» What to do
Tell how many lines contain the string "Чайковского" in the material underneath; the reply is that number and no more.

» Source data
========================
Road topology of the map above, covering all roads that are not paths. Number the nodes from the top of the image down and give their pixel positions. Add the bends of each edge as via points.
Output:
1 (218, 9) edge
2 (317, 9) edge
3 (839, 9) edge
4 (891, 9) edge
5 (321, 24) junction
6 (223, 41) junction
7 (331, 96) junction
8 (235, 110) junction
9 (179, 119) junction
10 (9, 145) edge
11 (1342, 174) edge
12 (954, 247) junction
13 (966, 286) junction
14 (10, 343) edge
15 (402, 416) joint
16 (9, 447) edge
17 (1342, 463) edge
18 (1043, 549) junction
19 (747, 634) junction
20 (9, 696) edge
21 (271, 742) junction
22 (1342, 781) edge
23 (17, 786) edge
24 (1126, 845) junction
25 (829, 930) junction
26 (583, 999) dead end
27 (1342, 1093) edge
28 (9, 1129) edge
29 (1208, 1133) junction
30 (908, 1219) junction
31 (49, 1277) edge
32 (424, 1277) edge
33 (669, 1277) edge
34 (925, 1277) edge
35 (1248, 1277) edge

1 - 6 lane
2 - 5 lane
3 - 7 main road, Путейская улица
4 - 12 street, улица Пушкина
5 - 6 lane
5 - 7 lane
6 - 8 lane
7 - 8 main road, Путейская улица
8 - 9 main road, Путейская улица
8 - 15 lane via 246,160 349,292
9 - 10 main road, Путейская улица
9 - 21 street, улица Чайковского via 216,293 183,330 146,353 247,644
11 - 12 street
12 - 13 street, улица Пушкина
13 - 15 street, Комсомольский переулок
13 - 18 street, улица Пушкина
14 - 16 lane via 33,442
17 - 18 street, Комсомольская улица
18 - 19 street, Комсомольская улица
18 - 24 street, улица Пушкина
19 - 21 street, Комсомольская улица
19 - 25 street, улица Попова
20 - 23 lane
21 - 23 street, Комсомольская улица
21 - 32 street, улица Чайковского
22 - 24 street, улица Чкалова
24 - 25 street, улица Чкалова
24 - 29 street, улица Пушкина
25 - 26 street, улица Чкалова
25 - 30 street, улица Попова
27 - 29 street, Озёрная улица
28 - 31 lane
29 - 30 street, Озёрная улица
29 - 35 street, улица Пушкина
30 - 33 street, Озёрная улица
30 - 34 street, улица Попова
========================
» Task result
2